If you’re at this site, chances are you hold a canon of pop cultural material close to your heart. And if you like the site a lot, chances are that it’s a laser canon or the kind that can kill dinosaurs, or, at the very least, a boomstick. But I digress.

If you’ve had the time to go watch Boomerang at one point or another, or actually watch a cheap Hannah Barbera cartoon start to finish (like, Quick Draw McGraw or something equally beloved and heinous) or, God forbid, actually sat down to watch an episode of Thundercats, you know that these things, don’t really, well, hold up, even when they reference the works of Edmund Spenser.

(By the way, I love stuff like this, when the writing staff of some pop show feels compelled to slip nuggets into their work to prove they have bachelor’s degrees in English. Like when they named that character from Smallville Byron. It makes me feel better that TV writers, whom many other writers envy, still feel the urge to legitimize themselves enough to have to do it, and at the same time, it’s one of TVs least secret secret codes. I encourage you to look for it out there in the world. You’ll be surprised what you find.)

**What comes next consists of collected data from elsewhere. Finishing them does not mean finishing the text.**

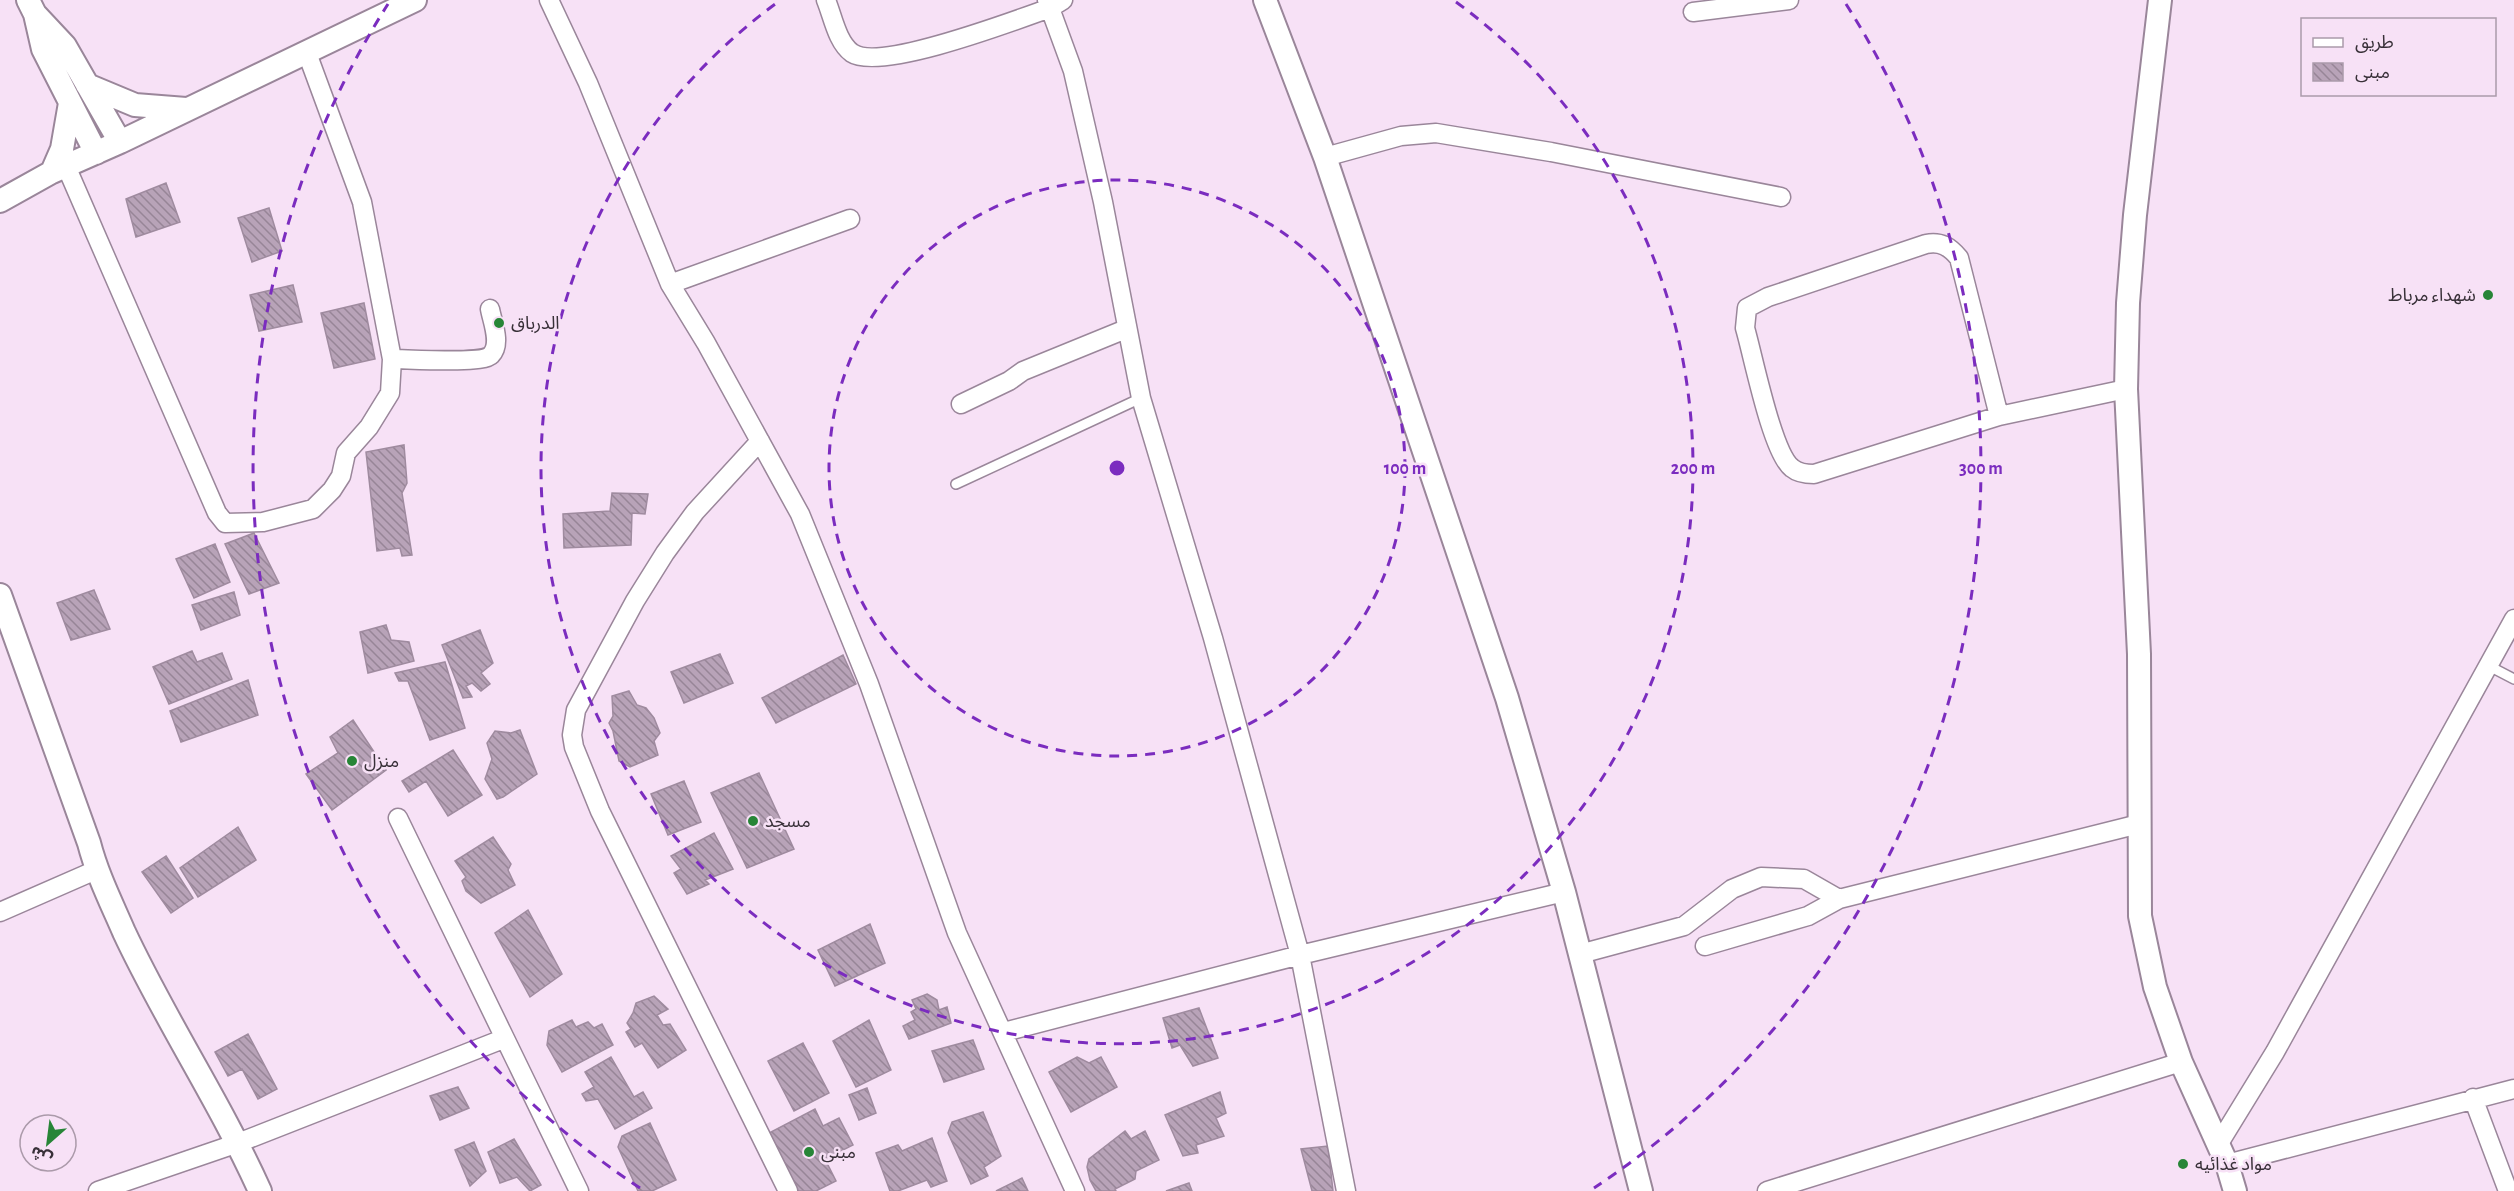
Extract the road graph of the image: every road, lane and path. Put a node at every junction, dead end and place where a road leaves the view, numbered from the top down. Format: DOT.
graph roads {
  1 [pos="415,0"];
  2 [pos="549,0"];
  3 [pos="826,0"];
  4 [pos="1265,0"];
  5 [pos="1790,0"];
  6 [pos="2160,0"];
  7 [pos="1053,2"];
  8 [pos="31,7"];
  9 [pos="1693,12"];
  10 [pos="307,52"];
  11 [pos="87,85"];
  12 [pos="70,103"];
  13 [pos="191,109"];
  14 [pos="120,142"];
  15 [pos="96,153"];
  16 [pos="1325,157"];
  17 [pos="59,169"];
  18 [pos="1781,197"];
  19 [pos="0,201"];
  20 [pos="850,219"];
  21 [pos="670,284"];
  22 [pos="490,309"];
  23 [pos="1126,329"];
  24 [pos="392,359"];
  25 [pos="2126,389"];
  26 [pos="1141,398"];
  27 [pos="961,404"];
  28 [pos="1999,416"];
  29 [pos="760,441"];
  30 [pos="956,484"];
  31 [pos="0,595"];
  32 [pos="2513,625"];
  33 [pos="2488,666"];
  34 [pos="2514,679"];
  35 [pos="398,818"];
  36 [pos="2139,824"];
  37 [pos="96,870"];
  38 [pos="1564,892"];
  39 [pos="1839,899"];
  40 [pos="0,912"];
  41 [pos="1705,946"];
  42 [pos="1580,954"];
  43 [pos="1300,955"];
  44 [pos="1004,1032"];
  45 [pos="503,1039"];
  46 [pos="2181,1062"];
  47 [pos="2514,1089"];
  48 [pos="2473,1098"];
  49 [pos="238,1143"];
  50 [pos="2222,1155"];
  51 [pos="98,1191"];
  52 [pos="260,1191"];
  53 [pos="579,1191"];
  54 [pos="788,1191"];
  55 [pos="1075,1191"];
  56 [pos="1346,1191"];
  57 [pos="1641,1191"];
  58 [pos="1767,1191"];
  59 [pos="2235,1191"];
  60 [pos="2508,1191"];
  1 -- 10 [label="street"];
  2 -- 21 [label="street"];
  3 -- 7 [label="street"];
  4 -- 16 [label="street"];
  5 -- 9 [label="street"];
  6 -- 25 [label="street"];
  7 -- 23 [label="street"];
  8 -- 11 [label="street"];
  8 -- 12 [label="street"];
  10 -- 13 [label="street"];
  10 -- 24 [label="street"];
  11 -- 13 [label="street"];
  11 -- 14 [label="street"];
  12 -- 15 [label="street"];
  12 -- 17 [label="street"];
  13 -- 14 [label="street"];
  14 -- 15 [label="street"];
  15 -- 17 [label="street"];
  16 -- 18 [label="street"];
  16 -- 38 [label="street"];
  17 -- 19 [label="street"];
  17 -- 24 [label="street"];
  20 -- 21 [label="street"];
  21 -- 29 [label="street"];
  22 -- 24 [label="street"];
  23 -- 26 [label="street"];
  23 -- 27 [label="street"];
  25 -- 28 [label="street"];
  25 -- 36 [label="street"];
  26 -- 30 [label="lane"];
  26 -- 43 [label="street"];
  28 -- 28 [label="street"];
  29 -- 44 [label="street"];
  29 -- 54 [label="street"];
  31 -- 37 [label="street"];
  32 -- 33 [label="street"];
  33 -- 34 [label="lane"];
  33 -- 50 [label="street"];
  35 -- 45 [label="street"];
  36 -- 39 [label="street"];
  36 -- 46 [label="street"];
  37 -- 40 [label="street"];
  37 -- 49 [label="street"];
  38 -- 42 [label="street"];
  38 -- 43 [label="street"];
  39 -- 41 [label="street"];
  39 -- 42 [label="street"];
  42 -- 57 [label="street"];
  43 -- 44 [label="street"];
  43 -- 56 [label="street"];
  44 -- 55 [label="street"];
  45 -- 49 [label="street"];
  45 -- 53 [label="street"];
  46 -- 50 [label="street"];
  46 -- 58 [label="street"];
  47 -- 48 [label="street"];
  48 -- 50 [label="street"];
  48 -- 60 [label="street"];
  49 -- 51 [label="street"];
  49 -- 52 [label="street"];
  50 -- 59 [label="street"];
}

Why did hipsterism take place?

Hipsterism emerged from tension in the culture — a group of people was fond of a bunch of things (like Transformers: Beast Wars), but in their own private bildungsromans, these same people discovered new roles they could grow into that would legitimize them, and that the media, the cultural establishment, and, most importantly, their friends and family, had different opinions of whom they should be and pressured them to be fond of different things (like Allen Ginsberg).

And halfway between Transformers: Beast Wars and Allen Ginsberg live people like Chuck Klosterman.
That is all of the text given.